The Company defines Consolidated EBITDA as earnings before interest, taxes, depreciation and amortization, plus certain other add-backs and adjustments that are contemplated by the Company’s Credit Agreement dated December 19, 2023, as subsequently amended. The Company believes that Consolidated EBITDA improves comparability from period to period by removing the impact of its capital structure (interest and financing expenses), asset base (depreciation and amortization) and tax impacts and the non-recurring impacts of the merger by and between Forward and Omni and making certain proforma adjustments as allowed under the credit agreement.
Non-GAAP financial measures should be viewed in addition to, and not as an alternative for, the Company’s financial results prepared in accordance with GAAP. Non-GAAP financial information does not represent a comprehensive basis of accounting.

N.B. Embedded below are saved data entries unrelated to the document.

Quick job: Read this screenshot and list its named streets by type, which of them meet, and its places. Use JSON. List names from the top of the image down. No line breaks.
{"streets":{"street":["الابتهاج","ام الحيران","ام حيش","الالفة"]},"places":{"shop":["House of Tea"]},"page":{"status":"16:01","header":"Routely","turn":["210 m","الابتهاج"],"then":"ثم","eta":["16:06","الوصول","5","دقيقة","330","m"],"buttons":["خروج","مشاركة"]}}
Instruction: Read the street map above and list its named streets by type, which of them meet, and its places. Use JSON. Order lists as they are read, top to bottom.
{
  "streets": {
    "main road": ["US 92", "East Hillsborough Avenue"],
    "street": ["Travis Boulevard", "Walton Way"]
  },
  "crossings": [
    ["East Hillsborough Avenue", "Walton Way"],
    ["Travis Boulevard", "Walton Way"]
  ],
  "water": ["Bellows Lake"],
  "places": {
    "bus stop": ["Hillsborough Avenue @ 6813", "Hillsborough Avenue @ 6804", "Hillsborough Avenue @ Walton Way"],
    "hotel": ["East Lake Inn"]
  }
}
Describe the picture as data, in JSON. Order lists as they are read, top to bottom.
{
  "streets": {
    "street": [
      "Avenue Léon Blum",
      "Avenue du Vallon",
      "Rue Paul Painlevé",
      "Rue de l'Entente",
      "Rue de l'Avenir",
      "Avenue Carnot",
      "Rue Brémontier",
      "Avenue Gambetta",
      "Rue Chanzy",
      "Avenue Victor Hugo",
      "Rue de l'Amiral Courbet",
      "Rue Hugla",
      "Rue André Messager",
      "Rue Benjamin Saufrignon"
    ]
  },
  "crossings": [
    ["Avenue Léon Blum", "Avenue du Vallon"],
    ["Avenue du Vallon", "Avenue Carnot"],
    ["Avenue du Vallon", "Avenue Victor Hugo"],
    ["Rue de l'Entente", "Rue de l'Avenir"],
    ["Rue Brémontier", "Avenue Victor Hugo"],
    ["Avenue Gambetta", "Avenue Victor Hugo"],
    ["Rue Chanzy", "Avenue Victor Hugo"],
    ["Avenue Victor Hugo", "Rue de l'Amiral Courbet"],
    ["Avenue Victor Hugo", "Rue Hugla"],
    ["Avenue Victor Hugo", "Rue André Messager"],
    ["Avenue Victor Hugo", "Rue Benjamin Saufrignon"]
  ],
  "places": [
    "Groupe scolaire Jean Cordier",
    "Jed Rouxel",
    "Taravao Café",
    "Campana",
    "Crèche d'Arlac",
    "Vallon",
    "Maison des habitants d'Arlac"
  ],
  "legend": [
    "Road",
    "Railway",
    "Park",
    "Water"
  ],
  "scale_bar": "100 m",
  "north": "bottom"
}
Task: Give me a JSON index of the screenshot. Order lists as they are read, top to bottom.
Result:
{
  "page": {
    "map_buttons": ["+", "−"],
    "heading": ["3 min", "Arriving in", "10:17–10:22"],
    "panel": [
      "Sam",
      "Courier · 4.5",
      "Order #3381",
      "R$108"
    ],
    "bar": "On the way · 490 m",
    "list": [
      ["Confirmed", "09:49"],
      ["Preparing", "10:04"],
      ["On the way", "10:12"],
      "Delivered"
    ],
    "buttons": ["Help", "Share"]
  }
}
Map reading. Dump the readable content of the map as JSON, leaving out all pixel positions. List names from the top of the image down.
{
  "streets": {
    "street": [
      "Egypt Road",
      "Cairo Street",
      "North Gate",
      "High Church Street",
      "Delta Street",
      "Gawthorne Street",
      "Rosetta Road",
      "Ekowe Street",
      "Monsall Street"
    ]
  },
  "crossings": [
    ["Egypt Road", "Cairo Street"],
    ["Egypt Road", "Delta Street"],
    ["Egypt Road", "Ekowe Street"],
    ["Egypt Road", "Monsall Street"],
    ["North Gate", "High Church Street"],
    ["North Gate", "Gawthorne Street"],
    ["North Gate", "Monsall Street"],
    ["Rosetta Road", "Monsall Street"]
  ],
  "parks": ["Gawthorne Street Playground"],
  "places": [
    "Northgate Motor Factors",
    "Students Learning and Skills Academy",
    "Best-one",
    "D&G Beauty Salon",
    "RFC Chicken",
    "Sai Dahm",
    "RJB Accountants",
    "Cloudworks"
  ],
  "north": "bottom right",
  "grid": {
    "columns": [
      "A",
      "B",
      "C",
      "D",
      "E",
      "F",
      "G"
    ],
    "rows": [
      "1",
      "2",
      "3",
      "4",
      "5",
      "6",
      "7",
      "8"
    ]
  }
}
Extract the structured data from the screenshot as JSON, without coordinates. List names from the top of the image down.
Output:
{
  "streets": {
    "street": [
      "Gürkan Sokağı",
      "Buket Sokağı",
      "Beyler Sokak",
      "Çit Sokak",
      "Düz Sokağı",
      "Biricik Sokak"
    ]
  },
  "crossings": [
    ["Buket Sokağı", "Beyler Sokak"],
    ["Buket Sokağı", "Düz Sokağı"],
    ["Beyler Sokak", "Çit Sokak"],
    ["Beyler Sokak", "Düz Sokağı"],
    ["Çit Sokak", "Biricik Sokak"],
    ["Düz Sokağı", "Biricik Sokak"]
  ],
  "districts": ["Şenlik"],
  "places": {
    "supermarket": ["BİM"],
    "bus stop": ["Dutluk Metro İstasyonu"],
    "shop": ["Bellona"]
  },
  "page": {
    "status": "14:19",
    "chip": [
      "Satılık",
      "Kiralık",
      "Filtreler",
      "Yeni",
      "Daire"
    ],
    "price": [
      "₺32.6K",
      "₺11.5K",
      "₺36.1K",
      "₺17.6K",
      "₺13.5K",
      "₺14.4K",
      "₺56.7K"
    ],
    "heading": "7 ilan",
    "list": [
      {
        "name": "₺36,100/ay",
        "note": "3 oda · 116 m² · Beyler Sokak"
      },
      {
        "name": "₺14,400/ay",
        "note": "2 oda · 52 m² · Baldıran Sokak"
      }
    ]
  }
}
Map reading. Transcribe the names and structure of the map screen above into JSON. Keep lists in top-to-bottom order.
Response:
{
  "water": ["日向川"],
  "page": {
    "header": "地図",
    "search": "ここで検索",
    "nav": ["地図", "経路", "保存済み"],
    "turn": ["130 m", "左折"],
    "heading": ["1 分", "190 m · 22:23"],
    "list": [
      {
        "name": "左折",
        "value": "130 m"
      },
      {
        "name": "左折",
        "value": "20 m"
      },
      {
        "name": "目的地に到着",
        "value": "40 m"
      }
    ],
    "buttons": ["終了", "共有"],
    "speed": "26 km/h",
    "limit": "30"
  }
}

As required by the Securities and Exchange Act of 1933 and the rules and regulations promulgated thereunder, the Company has included in the table above, for the periods indicated, a reconciliation of Consolidated EBITDA to the most directly comparable GAAP financial measure.
About Forward Air Corporation
Forward Air is a leading asset-light provider of transportation services across the United States, Canada and Mexico. We provide expedited less-than-truckload services, including local pick-up and delivery, shipment consolidation/deconsolidation, warehousing, and customs brokerage by utilizing a comprehensive national network of terminals. In addition, we offer truckload brokerage services, including dedicated fleet services, and intermodal, first- and last-mile, high-value drayage services, both to and from seaports and railheads, dedicated contract and Container Freight Station warehouse and handling services. Forward also operates a full portfolio of multimodal solutions, both domestically and internationally, via Omni Logistics. Omni Logistics is a global provider of air, ocean and ground services for mission-critical freight. We are more than a transportation company. Forward is a single resource for your shipping needs. For more information, visit our website at www.forwardaircorp.com.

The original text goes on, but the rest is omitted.